Australia leads the world with small-scale solar installations (rooftop solar) on a per capita basis.
Across the country, almost 20% of households have a rooftop solar system installed. The vast uptake of these system since 2009 was initially driven by significant subsidies from Government, both in terms of savings related to upfront costs for installation through renewable certificates and premium feed in tariffs for energy exported to the grid.
However, even with the closure of most solar incentive schemes, the total amount of rooftop solar installed is still increasing, due largely to the decreasing cost of panels and the increased desire by households to offset some of their energy costs. Despite peaks in installations to maximise the benefit of incentive schemes that were closing, installations have continued at a regular rate in recent times.
This trend is likely to continue for some time. According to a 2018 report from AEMO, by 2038 the total capacity of PV systems is likely to be close to 20,000MW, which could be over a quarter of total NEM capacity.
Impact of rooftop solar on demand
For an individual customer, rooftop solar can help to offset electricity usage during the day, or, when electricity use is small, energy can be exported to the grid at the rate of the customer’s feed in tariff.
In aggregate, the impact of rooftop solar is significant in reducing the need for other generation during the day. However, rooftop solar has done little to reduce peak system demand, which in most Australian regions occurs at times when solar generation is minimal. With a hot summer climate, Australia’s peak electricity demand occurs on hot summer evenings – when temperatures are at their highest and people are at home using their air-conditioners and other appliances.
What this shows is that solar panels are useful for customers in reducing their own energy usage but can be problematic for the design of the NEM as they significantly affect the ‘load shape’ of electricity demand during the day, by generating most of their electricity when the sun is shining and not during periods of peak load.
With increased rooftop solar, demand becomes ’peakier’. While the minimum amount of generation that is required during the day is reduced (i.e. that which would have traditionally been provided by ‘baseload’ generation), the evening peak is not significantly reduced as rooftop solar is no longer generating energy.
In practice, this means that just as much generation needs to remain in the NEM to be available to meet peak demand, but that this generation is being run less often during the day when demand is low.

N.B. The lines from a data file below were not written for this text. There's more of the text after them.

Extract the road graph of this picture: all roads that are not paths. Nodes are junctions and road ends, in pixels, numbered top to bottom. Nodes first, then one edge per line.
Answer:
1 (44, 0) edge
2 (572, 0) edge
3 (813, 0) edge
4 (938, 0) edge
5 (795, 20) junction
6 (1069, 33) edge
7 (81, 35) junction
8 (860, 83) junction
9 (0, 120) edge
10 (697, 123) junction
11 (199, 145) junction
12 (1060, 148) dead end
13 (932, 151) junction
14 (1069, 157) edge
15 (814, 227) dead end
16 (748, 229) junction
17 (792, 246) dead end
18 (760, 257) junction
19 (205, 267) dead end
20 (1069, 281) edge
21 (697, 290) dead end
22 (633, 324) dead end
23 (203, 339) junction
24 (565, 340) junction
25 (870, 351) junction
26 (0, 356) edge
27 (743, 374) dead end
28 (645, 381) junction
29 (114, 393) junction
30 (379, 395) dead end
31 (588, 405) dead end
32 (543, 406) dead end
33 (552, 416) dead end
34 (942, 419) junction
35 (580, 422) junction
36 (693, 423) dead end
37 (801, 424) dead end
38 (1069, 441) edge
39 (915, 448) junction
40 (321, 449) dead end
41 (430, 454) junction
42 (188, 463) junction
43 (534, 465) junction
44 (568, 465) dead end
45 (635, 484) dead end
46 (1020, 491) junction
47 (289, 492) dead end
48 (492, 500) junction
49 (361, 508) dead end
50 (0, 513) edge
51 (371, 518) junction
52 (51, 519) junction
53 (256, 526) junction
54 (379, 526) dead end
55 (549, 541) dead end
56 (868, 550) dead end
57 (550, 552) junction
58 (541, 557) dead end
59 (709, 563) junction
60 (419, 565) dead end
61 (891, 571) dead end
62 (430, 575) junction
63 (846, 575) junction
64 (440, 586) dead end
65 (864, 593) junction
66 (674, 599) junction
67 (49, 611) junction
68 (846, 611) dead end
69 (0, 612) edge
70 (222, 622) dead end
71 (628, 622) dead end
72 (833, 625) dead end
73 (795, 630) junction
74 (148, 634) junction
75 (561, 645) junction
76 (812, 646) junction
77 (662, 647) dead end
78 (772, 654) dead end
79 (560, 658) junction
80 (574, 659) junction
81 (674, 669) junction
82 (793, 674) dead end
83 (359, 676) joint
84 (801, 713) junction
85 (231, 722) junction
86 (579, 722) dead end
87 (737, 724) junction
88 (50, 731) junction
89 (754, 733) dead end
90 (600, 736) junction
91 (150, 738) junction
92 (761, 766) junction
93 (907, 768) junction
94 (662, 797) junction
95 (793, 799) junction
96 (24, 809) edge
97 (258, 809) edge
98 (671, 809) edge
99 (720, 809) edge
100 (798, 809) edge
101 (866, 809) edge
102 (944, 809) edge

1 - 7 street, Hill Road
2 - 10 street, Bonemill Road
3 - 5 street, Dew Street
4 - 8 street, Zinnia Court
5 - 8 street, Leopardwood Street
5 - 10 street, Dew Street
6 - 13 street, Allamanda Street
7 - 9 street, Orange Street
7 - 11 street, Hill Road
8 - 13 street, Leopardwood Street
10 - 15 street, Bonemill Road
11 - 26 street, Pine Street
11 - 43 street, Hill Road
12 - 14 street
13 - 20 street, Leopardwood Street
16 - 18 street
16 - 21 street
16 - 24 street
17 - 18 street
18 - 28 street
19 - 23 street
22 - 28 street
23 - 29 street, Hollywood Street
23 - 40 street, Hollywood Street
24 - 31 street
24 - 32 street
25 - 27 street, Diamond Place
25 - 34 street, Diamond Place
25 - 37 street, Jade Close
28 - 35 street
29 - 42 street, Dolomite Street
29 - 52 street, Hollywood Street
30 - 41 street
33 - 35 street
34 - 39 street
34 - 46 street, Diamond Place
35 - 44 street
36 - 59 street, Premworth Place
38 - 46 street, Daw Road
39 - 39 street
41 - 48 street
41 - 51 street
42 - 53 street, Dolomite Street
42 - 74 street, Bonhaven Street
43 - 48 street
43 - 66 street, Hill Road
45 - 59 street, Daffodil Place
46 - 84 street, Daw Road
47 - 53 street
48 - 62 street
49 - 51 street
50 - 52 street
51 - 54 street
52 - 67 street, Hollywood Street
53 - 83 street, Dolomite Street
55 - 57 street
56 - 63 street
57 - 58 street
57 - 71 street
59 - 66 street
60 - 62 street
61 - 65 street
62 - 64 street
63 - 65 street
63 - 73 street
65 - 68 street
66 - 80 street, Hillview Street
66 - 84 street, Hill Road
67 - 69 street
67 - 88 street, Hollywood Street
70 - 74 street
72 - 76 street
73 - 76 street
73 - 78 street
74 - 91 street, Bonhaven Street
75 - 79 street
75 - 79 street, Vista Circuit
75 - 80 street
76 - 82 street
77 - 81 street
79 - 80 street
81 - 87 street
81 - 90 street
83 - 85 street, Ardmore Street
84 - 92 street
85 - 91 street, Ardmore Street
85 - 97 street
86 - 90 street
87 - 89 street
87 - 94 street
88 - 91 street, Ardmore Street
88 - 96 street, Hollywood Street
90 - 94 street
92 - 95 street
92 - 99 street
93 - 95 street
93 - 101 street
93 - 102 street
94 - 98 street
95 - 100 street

This leads to traditional baseload generation facilities being underutilised and stressed, as they cannot turn off when demand is low and are not designed to be run up hard every day to meet the evening peak.
Within a few years, the increase of rooftop solar will have even more dramatic impact, as some states within the NEM are forecast to become net exporters of energy during the middle of the day. This means that rooftop solar and other renewables will meet the generation needs of an entire region.
In its most recent report on future demand, AEMO forecasts negative minimum demand for South Australia under certain conditions in the 2020s. For some low-demand days (such as a sunny weekend day in the winter), rooftop solar will meet 100% of generation needs during the day, but again, will do little to assist in lowering the evening peak.
Financing electricity infrastructure such as poles, wires, and generation facilities that can meet peak demand in the context of declining overall volumes and negative demand periods is problematic under the current design of the electricity market.
Electricity generators operate in an ‘energy-only market’, and so must be efficiently utilised and regularly dispatched to recover their costs. Similarly, network prices and retail products in Australia are generally based on volumetric (the total amount used) rather than demand characteristics (the maximum amount used at the peak), which means that network costs must be increased per unit of electricity to be recovered through less volume.
The continued growth in rooftop solar and the consequential shift in load shape is therefore likely to have significant implications for customers who do not have access to solar. To address these issues, AGL have advocated for changes to the make prices more reflective of contribution to peak demand rather than overall electricity usage. This type of pricing is called cost-reflective pricing, or demand pricing.
Other changes to consider
The inability of rooftop solar to help address evening peak demand is an ongoing concern, and changes to the way electricity is priced may help address this issue. However, one of the more obvious ways of directly addressing the issue is through utilising electricity storage and small scale-batteries.
As well as residential and commercial battery uptake storage systems, substantial increases in the uptake of electric vehicles (EVs) are also forecast. EVs plugged into the grid operate effectively like portable batteries, interacting with the electricity grid to provide services at the right location and time.
Automation and the ability to integrate rooftop solar, batteries, and EVs into the grid will enable further opportunities to solve the problems associated with the broad uptake of solar.
This transition will require long-term vision – with careful consideration and design of our regulatory environment by policy makers, ensuring consumers are happy and above all, the delivery of affordable, safe, reliable energy and we transition towards a decarbonised future.